Finalmente porque a evidência empírica parece mostrar que nas sociedades democráticas onde as diferenças ideológicas são mais exacerbadas e as guerras culturais entre os clãs mais intensas é o ódio a certas ideias e a certos valores que constitui o motor principal dos extremismos, mais do que a identificação positiva, isto é o amor, pelas tiranias.
2 comentários:
Caros senhores, a vossa argumentação é uma abóbora.
A ausência de “democracia” não é necessariamente uma tirania, como tentam fazer crer. Caso contrário, dos 879 anos que contamos como pátria, teríamos de considerar que vivemos 815 em “tirania”, o que é um absurdo gigantesco. Já quanto aos 64 anos restantes, onde se incluem os desatinos da Primeira República e a corrupção da Abrilada, têm em comum a tentativa de destruir Portugal – que finalmente foi alcançada. Foi para isto que serviu a “democracia”.
Liberdade não tem nada a ver com “democracia”. Hoje em dia, quanto mais se enche a boca com “democracia” cada vez existe menos liberdade – e é preciso ser muito abóbora para acreditar no contrário.
«Ódio que, em boa verdade, possivelmente não é tanto à democracia em si, mas às suas talvez inevitáveis consequências, nomeadamente as que essas criaturas abominam, como a relativização do que acham é a moral e os bons costume (a "libertinagem") e o questionar da autoridade (a "anarquia"), para dar dois exemplos.»
Sou capaz de dar razão ao ‘Impertinente’ no que se refere à “moral e os bons costumes”, mas no que se refere ao “questionar da autoridade”, nem pensar!
O que se observa nas democracias ocidentais é que o rebanho segue convictamente tudo aquilo que a televisão lhe puser à frente. Quem não o fizer, tende a ser cada vez mais ostracizado, despedido, e até impedido de exercer direitos básicos. Vimos bem isso durante a pandemia covideira. Em democracia, o autoritarismo das ditaduras é substituído por um autoritarismo mais dissimulado em que aqueles que controlam o fluxo da informação, que são aqueles que têm mais dinheiro, ditam as regras. Ou seja, substitui-se a ditadura do partido único por uma ditadura da oligarquia.

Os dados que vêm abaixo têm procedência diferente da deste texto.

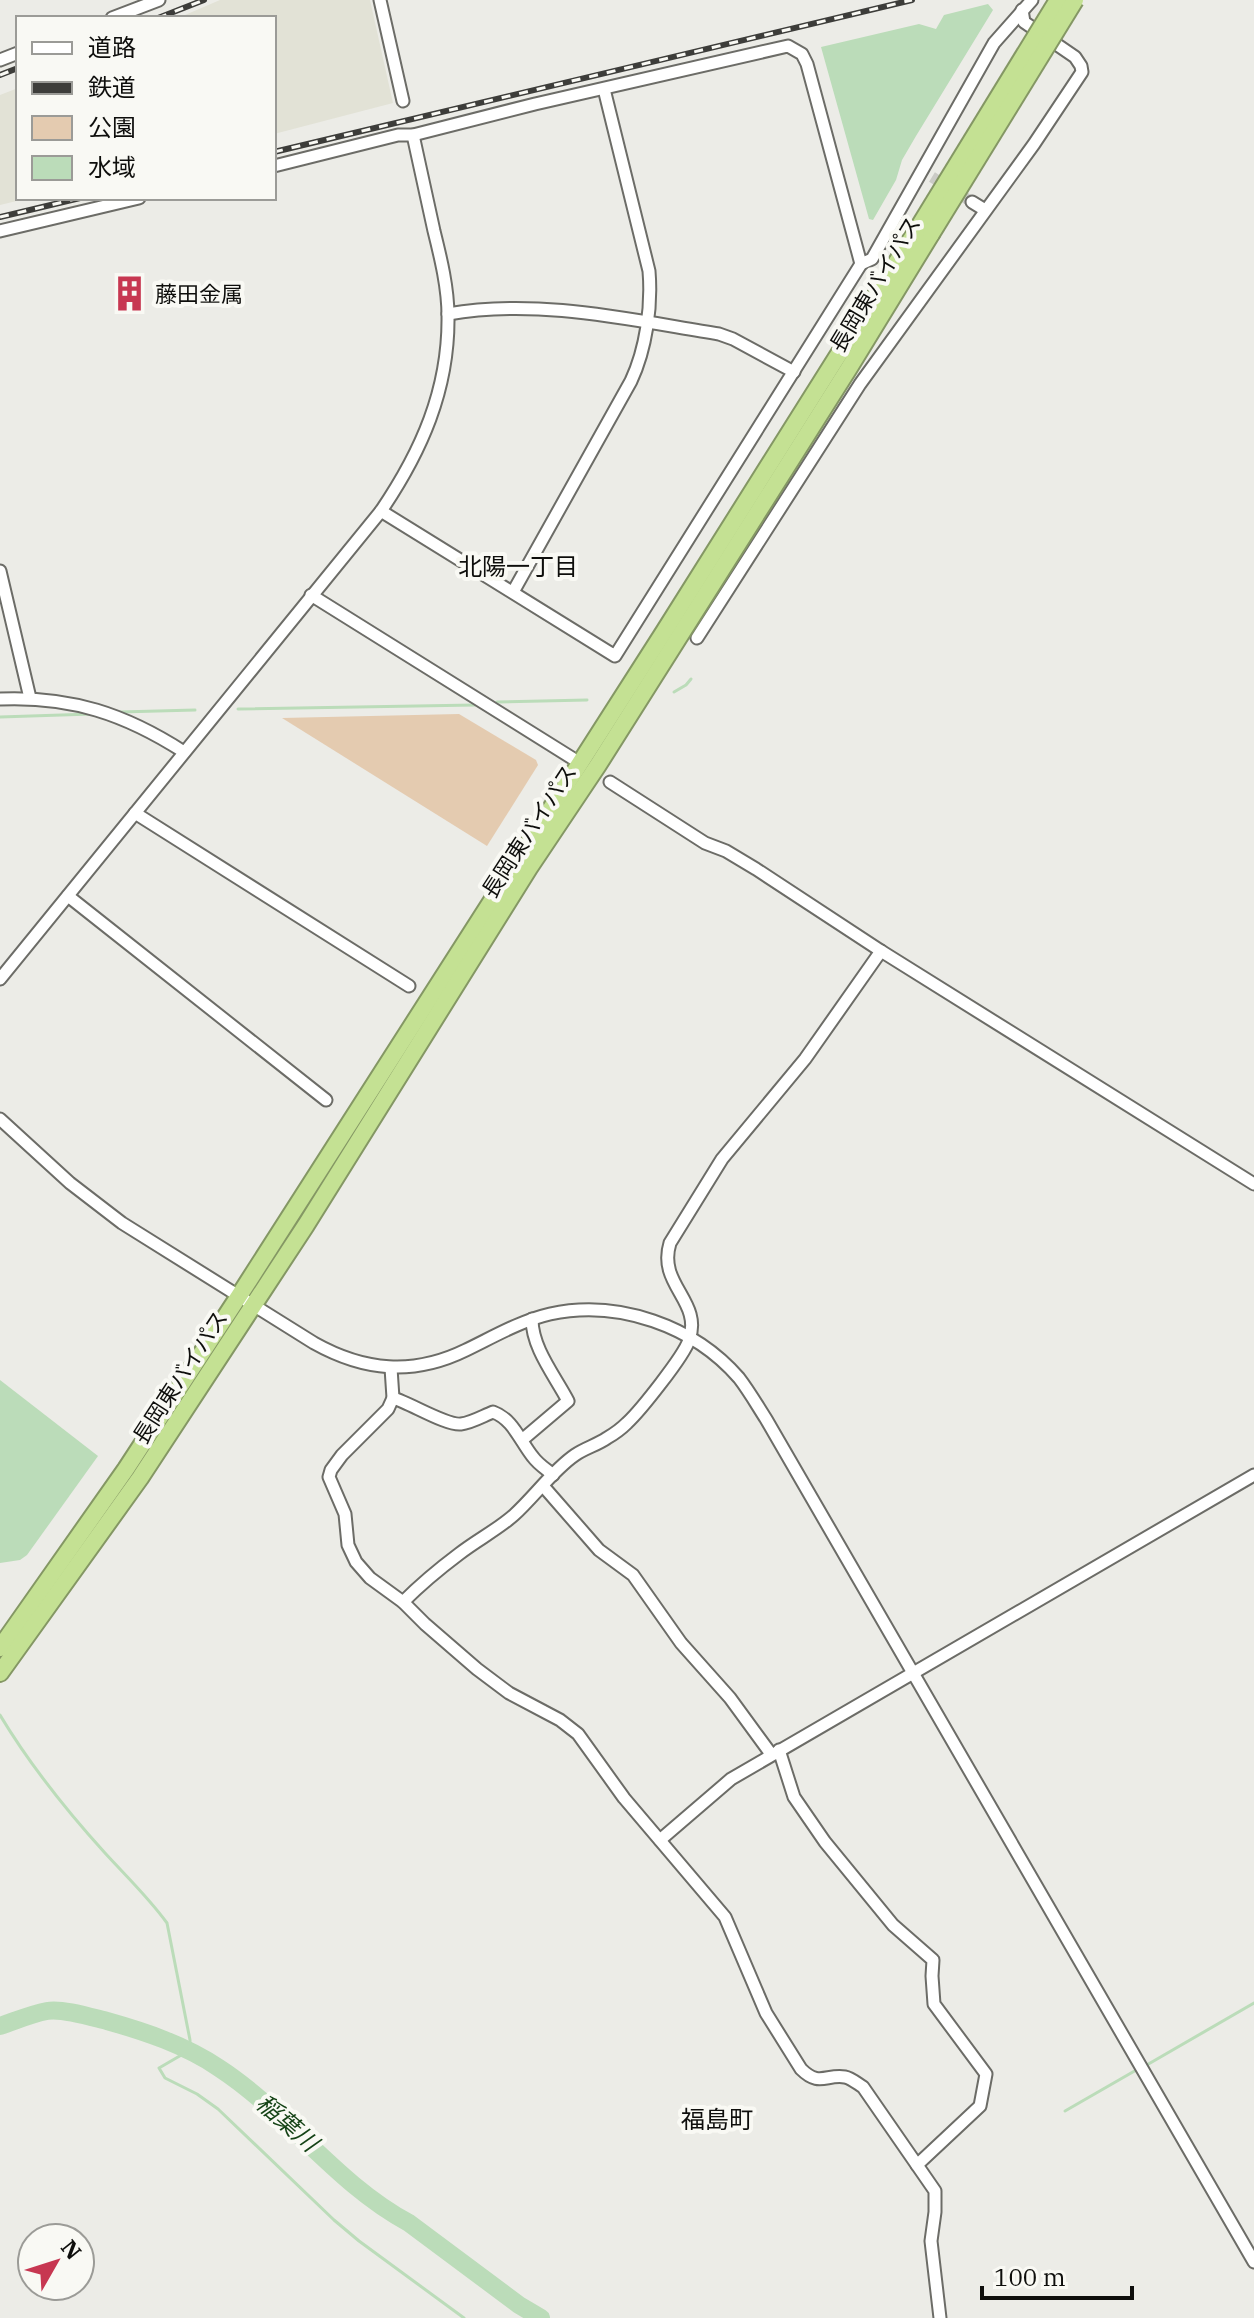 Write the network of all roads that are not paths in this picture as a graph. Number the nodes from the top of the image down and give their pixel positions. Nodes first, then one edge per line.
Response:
1 (159, 0) edge
2 (380, 0) edge
3 (1032, 0) edge
4 (1058, 0) edge
5 (1075, 0) edge
6 (1022, 10) junction
7 (117, 16) edge
8 (604, 89) junction
9 (403, 101) dead end
10 (413, 135) junction
11 (276, 166) edge
12 (131, 200) edge
13 (972, 202) tunnel mouth
14 (985, 210) junction
15 (0, 231) edge
16 (924, 232) junction
17 (861, 264) junction
18 (448, 314) junction
19 (646, 323) junction
20 (794, 372) junction
21 (381, 511) junction
22 (0, 571) edge
23 (513, 592) junction
24 (311, 595) junction
25 (697, 638) dead end
26 (30, 698) junction
27 (0, 699) edge
28 (184, 752) junction
29 (572, 758) dead end
30 (610, 782) dead end
31 (135, 813) junction
32 (68, 896) junction
33 (881, 951) junction
34 (0, 979) edge
35 (409, 986) dead end
36 (326, 1100) dead end
37 (0, 1119) edge
38 (1254, 1184) edge
39 (246, 1301) junction
40 (532, 1319) junction
41 (690, 1338) junction
42 (391, 1368) junction
43 (393, 1398) junction
44 (522, 1440) junction
45 (553, 1475) junction
46 (1254, 1475) edge
47 (544, 1487) junction
48 (403, 1602) junction
49 (0, 1648) edge
50 (913, 1672) junction
51 (0, 1673) edge
52 (775, 1752) junction
53 (660, 1840) junction
54 (917, 2165) junction
55 (1254, 2262) edge
56 (940, 2318) edge

1 - 7 street
2 - 9 street
3 - 6 street
4 - 16 highway, 長岡東バイパス, bridge
5 - 16 highway, 長岡東バイパス, bridge
6 - 14 street
6 - 17 street
8 - 10 street
8 - 17 street
8 - 19 street
10 - 11 street
10 - 18 street
12 - 15 street
13 - 14 street
14 - 25 street
16 - 39 highway, 長岡東バイパス
17 - 20 street
18 - 19 street
18 - 21 street
19 - 20 street
19 - 23 street
20 - 23 street
21 - 23 street
21 - 24 street
22 - 26 street
24 - 28 street
24 - 29 street
26 - 27 street
26 - 28 street
28 - 31 street
30 - 33 street
31 - 32 street
31 - 35 street
32 - 34 street
32 - 36 street
33 - 38 street
33 - 41 street
37 - 39 street
39 - 42 street
39 - 49 highway, 長岡東バイパス
39 - 51 highway, 長岡東バイパス
40 - 41 street
40 - 42 street
40 - 44 street
41 - 45 street
41 - 50 street
42 - 43 street
43 - 44 street
43 - 48 street
44 - 45 street
45 - 47 street
46 - 50 street
47 - 48 street
47 - 52 street
48 - 53 street
50 - 52 street
50 - 55 street
52 - 53 street
52 - 54 street
53 - 54 street
54 - 56 street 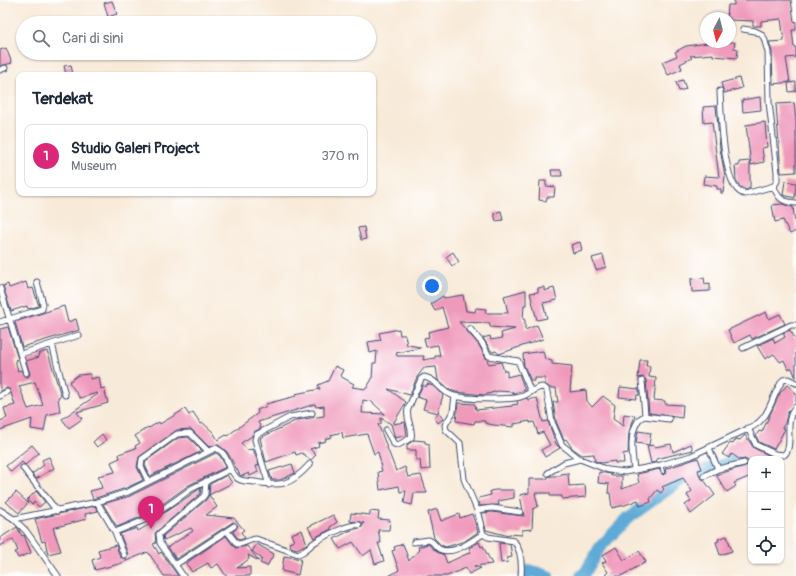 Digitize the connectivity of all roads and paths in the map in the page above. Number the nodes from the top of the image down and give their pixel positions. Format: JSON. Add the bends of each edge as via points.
{"nodes":[{"id":1,"x":743,"y":29,"type":"dead end"},
{"id":2,"x":720,"y":91,"type":"dead end"},
{"id":3,"x":774,"y":186,"type":"junction"},
{"id":4,"x":796,"y":203,"type":"edge"},
{"id":5,"x":37,"y":282,"type":"dead end"},
{"id":6,"x":0,"y":288,"type":"edge"},
{"id":7,"x":10,"y":319,"type":"junction"},
{"id":8,"x":0,"y":322,"type":"edge"},
{"id":9,"x":796,"y":325,"type":"edge"},
{"id":10,"x":470,"y":329,"type":"dead end"},
{"id":11,"x":79,"y":336,"type":"dead end"},
{"id":12,"x":52,"y":344,"type":"junction"},
{"id":13,"x":743,"y":348,"type":"dead end"},
{"id":14,"x":21,"y":354,"type":"junction"},
{"id":15,"x":26,"y":373,"type":"dead end"},
{"id":16,"x":642,"y":381,"type":"dead end"},
{"id":17,"x":796,"y":382,"type":"edge"},
{"id":18,"x":7,"y":392,"type":"dead end"},
{"id":19,"x":531,"y":392,"type":"junction"},
{"id":20,"x":65,"y":395,"type":"dead end"},
{"id":21,"x":0,"y":396,"type":"edge"},
{"id":22,"x":455,"y":396,"type":"junction"},
{"id":23,"x":796,"y":407,"type":"edge"},
{"id":24,"x":312,"y":413,"type":"dead end"},
{"id":25,"x":644,"y":416,"type":"junction"},
{"id":26,"x":669,"y":419,"type":"dead end"},
{"id":27,"x":748,"y":428,"type":"junction"},
{"id":28,"x":386,"y":430,"type":"dead end"},
{"id":29,"x":709,"y":448,"type":"junction"},
{"id":30,"x":208,"y":451,"type":"junction"},
{"id":31,"x":580,"y":458,"type":"junction"},
{"id":32,"x":744,"y":463,"type":"dead end"},
{"id":33,"x":310,"y":464,"type":"dead end"},
{"id":34,"x":661,"y":465,"type":"junction"},
{"id":35,"x":717,"y":467,"type":"junction"},
{"id":36,"x":23,"y":468,"type":"dead end"},
{"id":37,"x":231,"y":469,"type":"junction"},
{"id":38,"x":634,"y":469,"type":"junction"},
{"id":39,"x":663,"y":472,"type":"dead end"},
{"id":40,"x":548,"y":473,"type":"dead end"},
{"id":41,"x":704,"y":476,"type":"dead end"},
{"id":42,"x":148,"y":481,"type":"junction"},
{"id":43,"x":206,"y":481,"type":"junction"},
{"id":44,"x":269,"y":485,"type":"junction"},
{"id":45,"x":97,"y":502,"type":"junction"},
{"id":46,"x":0,"y":510,"type":"edge"},
{"id":47,"x":477,"y":510,"type":"junction"},
{"id":48,"x":57,"y":511,"type":"junction"},
{"id":49,"x":520,"y":512,"type":"dead end"},
{"id":50,"x":14,"y":519,"type":"junction"},
{"id":51,"x":359,"y":525,"type":"dead end"},
{"id":52,"x":234,"y":526,"type":"dead end"},
{"id":53,"x":227,"y":531,"type":"junction"},
{"id":54,"x":116,"y":532,"type":"junction"},
{"id":55,"x":483,"y":534,"type":"junction"},
{"id":56,"x":414,"y":542,"type":"dead end"},
{"id":57,"x":124,"y":555,"type":"dead end"},
{"id":58,"x":176,"y":565,"type":"junction"},
{"id":59,"x":58,"y":576,"type":"edge"},
{"id":60,"x":183,"y":576,"type":"edge"},
{"id":61,"x":521,"y":576,"type":"edge"}],
"edges":[{"from":1,"to":3,"type":"street","via":[[761,34],[768,52],[769,102],[777,172]]},
{"from":2,"to":3,"type":"street","via":[[726,163],[735,189],[744,194]]},
{"from":3,"to":4,"type":"street","via":[[781,200]]},
{"from":5,"to":7,"type":"street","via":[[42,309]]},
{"from":6,"to":7,"type":"street"},
{"from":7,"to":8,"type":"street"},
{"from":7,"to":14,"type":"street"},
{"from":9,"to":13,"type":"street"},
{"from":10,"to":19,"type":"street","via":[[489,356],[518,361]]},
{"from":11,"to":12,"type":"street"},
{"from":12,"to":14,"type":"street"},
{"from":12,"to":20,"type":"street"},
{"from":14,"to":15,"type":"street"},
{"from":16,"to":25,"type":"street"},
{"from":17,"to":27,"type":"street","via":[[783,380],[765,417],[760,423]]},
{"from":18,"to":21,"type":"street"},
{"from":19,"to":22,"type":"street","via":[[520,397],[501,399]]},
{"from":19,"to":31,"type":"street","via":[[538,388],[546,389],[556,435],[569,452]]},
{"from":22,"to":28,"type":"street","via":[[424,377],[406,414],[411,438],[398,445],[394,444]]},
{"from":22,"to":47,"type":"street","via":[[453,412],[445,425],[446,430],[460,443],[464,479]]},
{"from":23,"to":27,"type":"street","via":[[790,414],[788,449],[784,455],[775,454],[756,445]]},
{"from":24,"to":44,"type":"street","via":[[290,417],[256,435],[255,440]]},
{"from":25,"to":26,"type":"street"},
{"from":25,"to":38,"type":"street","via":[[639,419],[633,434]]},
{"from":27,"to":29,"type":"street"},
{"from":29,"to":34,"type":"street"},
{"from":29,"to":35,"type":"street"},
{"from":30,"to":37,"type":"street","via":[[216,448],[219,450]]},
{"from":30,"to":42,"type":"street"},
{"from":30,"to":42,"type":"street","via":[[190,434],[178,434],[142,459],[140,466]]},
{"from":31,"to":38,"type":"street","via":[[608,470],[625,472]]},
{"from":31,"to":40,"type":"street"},
{"from":32,"to":35,"type":"street"},
{"from":33,"to":44,"type":"street","via":[[294,480],[286,484]]},
{"from":34,"to":38,"type":"street"},
{"from":34,"to":39,"type":"lane"},
{"from":35,"to":41,"type":"street"},
{"from":36,"to":48,"type":"street"},
{"from":37,"to":43,"type":"street"},
{"from":37,"to":44,"type":"street","via":[[239,480]]},
{"from":42,"to":45,"type":"street","via":[[117,496]]},
{"from":43,"to":54,"type":"street","via":[[152,517]]},
{"from":43,"to":58,"type":"street","via":[[203,497],[159,534],[160,543]]},
{"from":45,"to":48,"type":"street"},
{"from":45,"to":54,"type":"street"},
{"from":46,"to":50,"type":"street"},
{"from":47,"to":49,"type":"street","via":[[492,508]]},
{"from":47,"to":55,"type":"street"},
{"from":48,"to":50,"type":"street"},
{"from":50,"to":59,"type":"street","via":[[26,531]]},
{"from":51,"to":53,"type":"street","via":[[353,524],[327,536],[298,554],[256,539],[242,545],[237,544]]},
{"from":52,"to":53,"type":"street"},
{"from":53,"to":58,"type":"street"},
{"from":54,"to":57,"type":"street"},
{"from":55,"to":56,"type":"street","via":[[460,548],[453,549],[439,549],[430,540]]},
{"from":55,"to":61,"type":"street","via":[[514,541],[521,559]]},
{"from":58,"to":60,"type":"street"}]}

E nem sequer é garantido que, em democracia, as pessoas poderão contrariar livremente a narrativa instituída, como descobriram aqui em Portugal o André Ventura ou a Fátima Bonifácio.
Ainda assim, concordo que a democracia é preferível à ditadura, desde que haja realmente democracia, i.e. desde que haja liberdade de expressão e os direitos e deveres sejam iguais para todos os cidadãos. Faço notar que não é isso que temos aqui em Portugal, nem em muitos países ocidentais que se dizem democracias!